I received that reply to my Halloween comments yesterday prefacing Dr. Al Mohler’s blog ( http://theoldpreacher.com/halloween/  ).

I understand this brother’s thoughts.  Indeed, he’s probably in the majority of those who think seriously about the holiday.  Many churches opt to host some kind of get-together for kids to keep them out of the “darkness”.  I respect their convictions, as I do those of this brother who replied to me.

I answered him, in part . . .

“I guess I just refuse to allow evil to take over what can be for my family and me an innocent enjoyment of our childhood. We do nothing that suggests participation in the works of darkness. In a way, we’re light.”

Maybe this debate isn’t worth another blog; but I want to expand my thinking . . .

First, I ask you to read this compelling article.  From it, I take this biblical truth:  the light overcomes the darkness.

https://www.desiringgod.org/articles/don-t-waste-the-darkness

Second, I do see the darkness of Halloween, though I think many who dress up in “darkness costumes”, do it innocently, not intentionally participating in anything evil.  Even so, the darkness is real—and magnified by macabre costumes.

In the midst of it, down the street among all the other Halloweeners walks our gang.  (Age has now dwindled our numbers, though.)  We’re angels or soldiers or “good guy” characters.  We don’t fit into the darkness.  In fact, by our appearance and laughter, I hope we stand out as a bit of light.

In my mind, I envision other Christian families, similarly costumed, shedding more light in the darkness.  We can brighten the light by giving our neighbors gospel tracts or saying “God bless you” when we load up on their candy.  (This may be a bit much for kids!)

But, see what I see?  Little points of light shining in the darkness.  “Evil” costumes will always outnumber “good”.  Death and fright will always be “celebrated”.  But our presence can at least show there’s another way.  The True Light has come into the world!  Our little light may not overcome the Halloween darkness.  It may not convict darkness-doers.  But it will shine.  It will show there’s an alternative.

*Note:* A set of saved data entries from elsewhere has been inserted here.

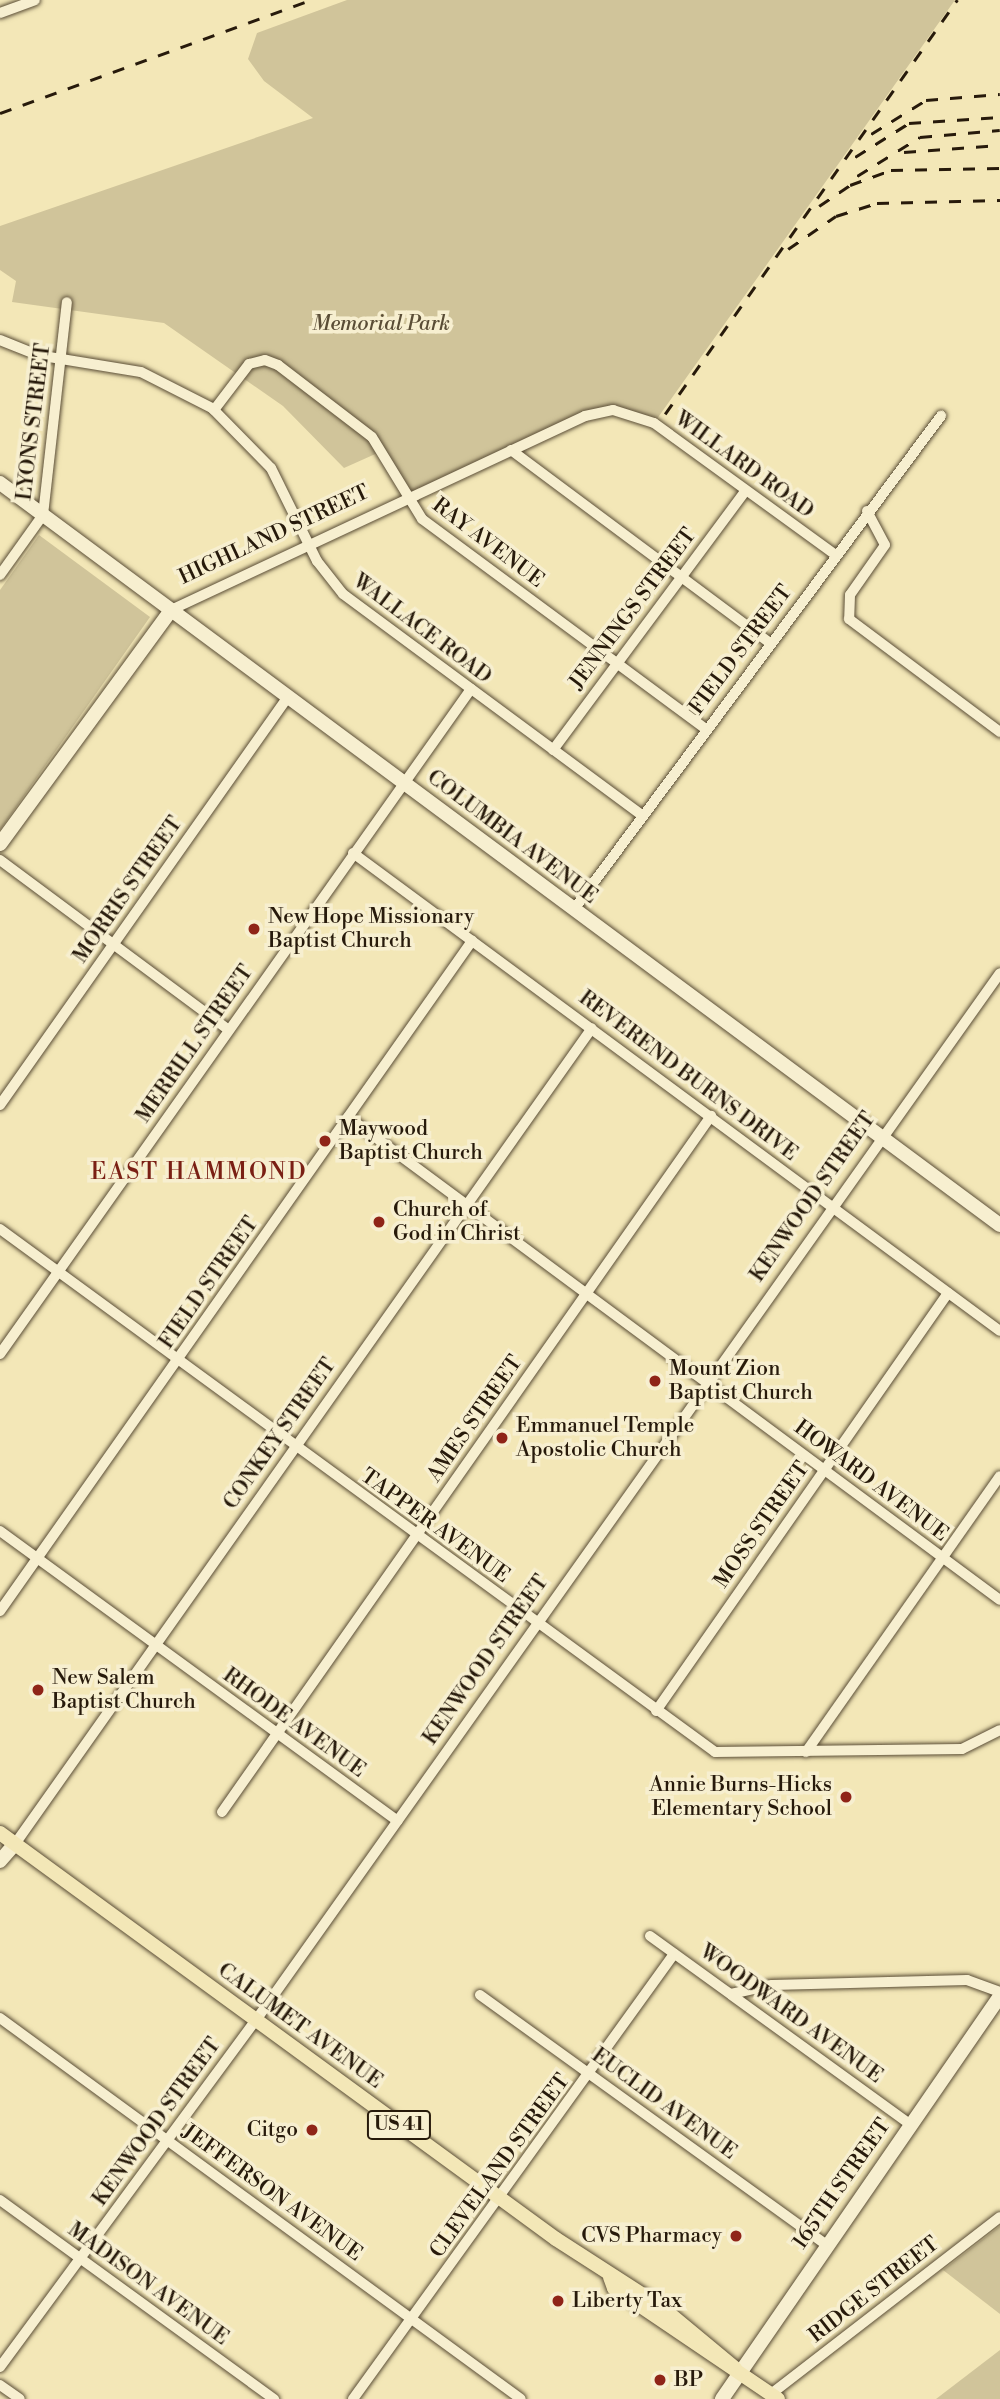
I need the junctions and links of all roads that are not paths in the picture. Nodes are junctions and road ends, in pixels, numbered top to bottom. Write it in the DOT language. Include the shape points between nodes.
graph roads {
  1 [pos="35,0"];
  2 [pos="0,13"];
  3 [pos="68,302"];
  4 [pos="0,340"];
  5 [pos="60,358"];
  6 [pos="214,410"];
  7 [pos="626,411"];
  8 [pos="941,416"];
  9 [pos="511,450"];
  10 [pos="0,483"];
  11 [pos="745,491"];
  12 [pos="407,498"];
  13 [pos="867,511"];
  14 [pos="43,515"];
  15 [pos="309,542"];
  16 [pos="835,555"];
  17 [pos="0,575"];
  18 [pos="681,577"];
  19 [pos="171,610"];
  20 [pos="770,643"];
  21 [pos="617,663"];
  22 [pos="471,690"];
  23 [pos="288,697"];
  24 [pos="706,729"];
  25 [pos="1000,732"];
  26 [pos="553,750"];
  27 [pos="402,782"];
  28 [pos="643,816"];
  29 [pos="0,844"];
  30 [pos="353,853"];
  31 [pos="0,860"];
  32 [pos="574,909"];
  33 [pos="472,941"];
  34 [pos="113,944"];
  35 [pos="1000,973"];
  36 [pos="592,1028"];
  37 [pos="229,1030"];
  38 [pos="0,1105"];
  39 [pos="712,1116"];
  40 [pos="348,1117"];
  41 [pos="880,1136"];
  42 [pos="467,1205"];
  43 [pos="831,1205"];
  44 [pos="1000,1225"];
  45 [pos="0,1229"];
  46 [pos="58,1272"];
  47 [pos="948,1293"];
  48 [pos="586,1294"];
  49 [pos="1000,1331"];
  50 [pos="0,1354"];
  51 [pos="178,1359"];
  52 [pos="706,1382"];
  53 [pos="296,1447"];
  54 [pos="824,1470"];
  55 [pos="1000,1476"];
  56 [pos="0,1531"];
  57 [pos="416,1536"];
  58 [pos="37,1558"];
  59 [pos="943,1558"];
  60 [pos="1000,1600"];
  61 [pos="0,1612"];
  62 [pos="536,1623"];
  63 [pos="157,1646"];
  64 [pos="656,1711"];
  65 [pos="1000,1730"];
  66 [pos="276,1733"];
  67 [pos="806,1752"];
  68 [pos="222,1812"];
  69 [pos="397,1821"];
  70 [pos="0,1833"];
  71 [pos="15,1844"];
  72 [pos="0,1861"];
  73 [pos="650,1936"];
  74 [pos="674,1954"];
  75 [pos="480,1994"];
  76 [pos="731,1994"];
  77 [pos="1000,1994"];
  78 [pos="0,2018"];
  79 [pos="256,2020"];
  80 [pos="590,2074"];
  81 [pos="910,2124"];
  82 [pos="167,2140"];
  83 [pos="502,2199"];
  84 [pos="0,2200"];
  85 [pos="1000,2217"];
  86 [pos="825,2244"];
  87 [pos="80,2258"];
  88 [pos="412,2320"];
  89 [pos="0,2367"];
  90 [pos="738,2370"];
  91 [pos="0,2385"];
  92 [pos="774,2397"];
  93 [pos="20,2399"];
  94 [pos="274,2399"];
  95 [pos="354,2399"];
  96 [pos="521,2399"];
  97 [pos="722,2399"];
  1 -- 2 [label="street"];
  3 -- 5 [label="street, LYONS STREET"];
  4 -- 5 [label="street, WALLACE ROAD"];
  5 -- 6 [label="street, WALLACE ROAD" via="141,372"];
  5 -- 14 [label="street, LYONS STREET"];
  6 -- 12 [label="street, RAY AVENUE" via="249,364 272,362 372,438"];
  6 -- 15 [label="street, WALLACE ROAD" via="271,468"];
  7 -- 9 [label="street, HIGHLAND STREET" via="585,416"];
  7 -- 11 [label="street, WILLARD ROAD" via="654,423"];
  8 -- 13 [label="street, FIELD STREET"];
  9 -- 12 [label="street, HIGHLAND STREET"];
  9 -- 18 [label="street"];
  10 -- 14 [label="street, COLUMBIA AVENUE"];
  11 -- 16 [label="street, WILLARD ROAD"];
  11 -- 18 [label="street, JENNINGS STREET"];
  12 -- 15 [label="street, HIGHLAND STREET"];
  12 -- 21 [label="street, RAY AVENUE" via="422,519"];
  13 -- 16 [label="street, FIELD STREET"];
  13 -- 25 [label="street" via="885,545 850,594 849,619"];
  14 -- 17 [label="street, LYONS STREET"];
  14 -- 19 [label="street, COLUMBIA AVENUE"];
  15 -- 19 [label="street, HIGHLAND STREET"];
  15 -- 22 [label="street, WALLACE ROAD" via="342,594"];
  16 -- 20 [label="street, FIELD STREET"];
  18 -- 20 [label="street"];
  18 -- 21 [label="street, JENNINGS STREET"];
  19 -- 23 [label="street, COLUMBIA AVENUE"];
  19 -- 29 [label="street, HIGHLAND STREET"];
  20 -- 24 [label="street, FIELD STREET"];
  21 -- 24 [label="street, RAY AVENUE"];
  21 -- 26 [label="street, JENNINGS STREET"];
  22 -- 26 [label="street, WALLACE ROAD"];
  22 -- 27 [label="street, MERRILL STREET"];
  23 -- 27 [label="street, COLUMBIA AVENUE"];
  23 -- 34 [label="street, MORRIS STREET"];
  24 -- 28 [label="street, FIELD STREET"];
  26 -- 28 [label="street, WALLACE ROAD"];
  27 -- 30 [label="street, MERRILL STREET"];
  27 -- 32 [label="street, COLUMBIA AVENUE"];
  28 -- 32 [label="street, FIELD STREET"];
  30 -- 33 [label="street, REVEREND BURNS DRIVE"];
  30 -- 37 [label="street, MERRILL STREET"];
  31 -- 34 [label="street"];
  32 -- 41 [label="street, COLUMBIA AVENUE"];
  33 -- 36 [label="street, REVEREND BURNS DRIVE"];
  33 -- 40 [label="street, FIELD STREET"];
  34 -- 37 [label="street"];
  34 -- 38 [label="street, MORRIS STREET"];
  35 -- 41 [label="street, KENWOOD STREET"];
  36 -- 39 [label="street, REVEREND BURNS DRIVE"];
  36 -- 42 [label="street, CONKEY STREET"];
  37 -- 46 [label="street, MERRILL STREET"];
  39 -- 43 [label="street, REVEREND BURNS DRIVE"];
  39 -- 48 [label="street, AMES STREET"];
  40 -- 42 [label="street, HOWARD AVENUE"];
  40 -- 51 [label="street, FIELD STREET"];
  41 -- 43 [label="street, KENWOOD STREET"];
  41 -- 44 [label="street, COLUMBIA AVENUE"];
  42 -- 48 [label="street, HOWARD AVENUE"];
  42 -- 53 [label="street, CONKEY STREET"];
  43 -- 47 [label="street, REVEREND BURNS DRIVE"];
  43 -- 52 [label="street, KENWOOD STREET"];
  45 -- 46 [label="street, TAPPER AVENUE"];
  46 -- 50 [label="street, MERRILL STREET"];
  46 -- 51 [label="street, TAPPER AVENUE"];
  47 -- 49 [label="street, REVEREND BURNS DRIVE"];
  47 -- 54 [label="street, MOSS STREET"];
  48 -- 52 [label="street, HOWARD AVENUE"];
  48 -- 57 [label="street, AMES STREET"];
  51 -- 53 [label="street, TAPPER AVENUE"];
  51 -- 58 [label="street, FIELD STREET"];
  52 -- 54 [label="street, HOWARD AVENUE"];
  52 -- 62 [label="street, KENWOOD STREET"];
  53 -- 57 [label="street, TAPPER AVENUE"];
  53 -- 63 [label="street, CONKEY STREET"];
  54 -- 59 [label="street, HOWARD AVENUE"];
  54 -- 64 [label="street, MOSS STREET"];
  55 -- 59 [label="street"];
  56 -- 58 [label="street, RHODE AVENUE"];
  57 -- 62 [label="street, TAPPER AVENUE"];
  57 -- 66 [label="street, AMES STREET"];
  58 -- 61 [label="street, FIELD STREET"];
  58 -- 63 [label="street, RHODE AVENUE"];
  59 -- 60 [label="street, HOWARD AVENUE"];
  59 -- 67 [label="street"];
  62 -- 64 [label="street, TAPPER AVENUE"];
  62 -- 69 [label="street, KENWOOD STREET"];
  63 -- 66 [label="street, RHODE AVENUE"];
  63 -- 71 [label="street, CONKEY STREET"];
  64 -- 67 [label="street, TAPPER AVENUE" via="715,1752"];
  65 -- 67 [label="street, TAPPER AVENUE" via="971,1747"];
  66 -- 68 [label="street, AMES STREET"];
  66 -- 69 [label="street, RHODE AVENUE"];
  69 -- 79 [label="street, KENWOOD STREET"];
  70 -- 71 [label="main road, CALUMET AVENUE / US 41"];
  71 -- 72 [label="street, CONKEY STREET"];
  71 -- 79 [label="main road, CALUMET AVENUE / US 41"];
  73 -- 74 [label="street, WOODWARD AVENUE"];
  74 -- 76 [label="street, WOODWARD AVENUE"];
  74 -- 80 [label="street, CLEVELAND STREET"];
  75 -- 80 [label="street, EUCLID AVENUE"];
  76 -- 77 [label="street" via="772,1985 967,1980"];
  76 -- 81 [label="street, WOODWARD AVENUE"];
  77 -- 81 [label="street, 165TH STREET"];
  78 -- 82 [label="street, JEFFERSON AVENUE"];
  79 -- 82 [label="street, KENWOOD STREET"];
  79 -- 83 [label="main road, CALUMET AVENUE / US 41"];
  80 -- 83 [label="street, CLEVELAND STREET"];
  80 -- 86 [label="street, EUCLID AVENUE"];
  81 -- 86 [label="street, 165TH STREET"];
  82 -- 87 [label="street, KENWOOD STREET"];
  82 -- 88 [label="street, JEFFERSON AVENUE"];
  83 -- 88 [label="street, CLEVELAND STREET"];
  83 -- 90 [label="main road, CALUMET AVENUE / US 41" via="610,2277 624,2295"];
  84 -- 87 [label="street, MADISON AVENUE"];
  85 -- 92 [label="street, RIDGE STREET"];
  86 -- 90 [label="street, 165TH STREET"];
  87 -- 89 [label="street, KENWOOD STREET"];
  87 -- 94 [label="street, MADISON AVENUE"];
  88 -- 95 [label="street, CLEVELAND STREET"];
  88 -- 96 [label="street, JEFFERSON AVENUE"];
  90 -- 92 [label="main road, CALUMET AVENUE / US 41"];
  90 -- 97 [label="street, 165TH STREET"];
  91 -- 93 [label="street"];
}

Do we only pray to protect our children from evil or also pray that they’ll be the light of the world (which presupposes being in a dark place)?  Like it or not, we are “the light of the world”.  Gotta let it shine (Matthew 5:14-16).  Gotta pierce the darkness for our Father’s glory

Obviously, this pertains to more than Halloween.  “ . . . let your light shine, so they may see your good works and glorify your Father in heaven” (Matthew 5:16).  The world is dark.  Our good works shine like light.

Two postures prevent that.  One, we assume a defensive stand against the world.  It’s evil; we avoid it as much as possible.  The extreme of this is moving to the mountains, huddling up with other like-minded believers, and wait for Jesus to come.

Two, we take the world as it is without any moral judgments.  So, we go to church on Sunday, read our Bibles and pray, but we live no more holy than our upstanding neighbor.  The Sermon On the Mount captivates us, but doesn’t direct our behavior.

Obviously, avoiding the darkness has its place.  But so does shining like light in the darkness.  Each of us is responsible for deciding what when.

But I’m thinking our light will shine brighter if we’re out on the street on Halloween, rather than in our houses with lights off or in our churches with lights on all together out of the darkness.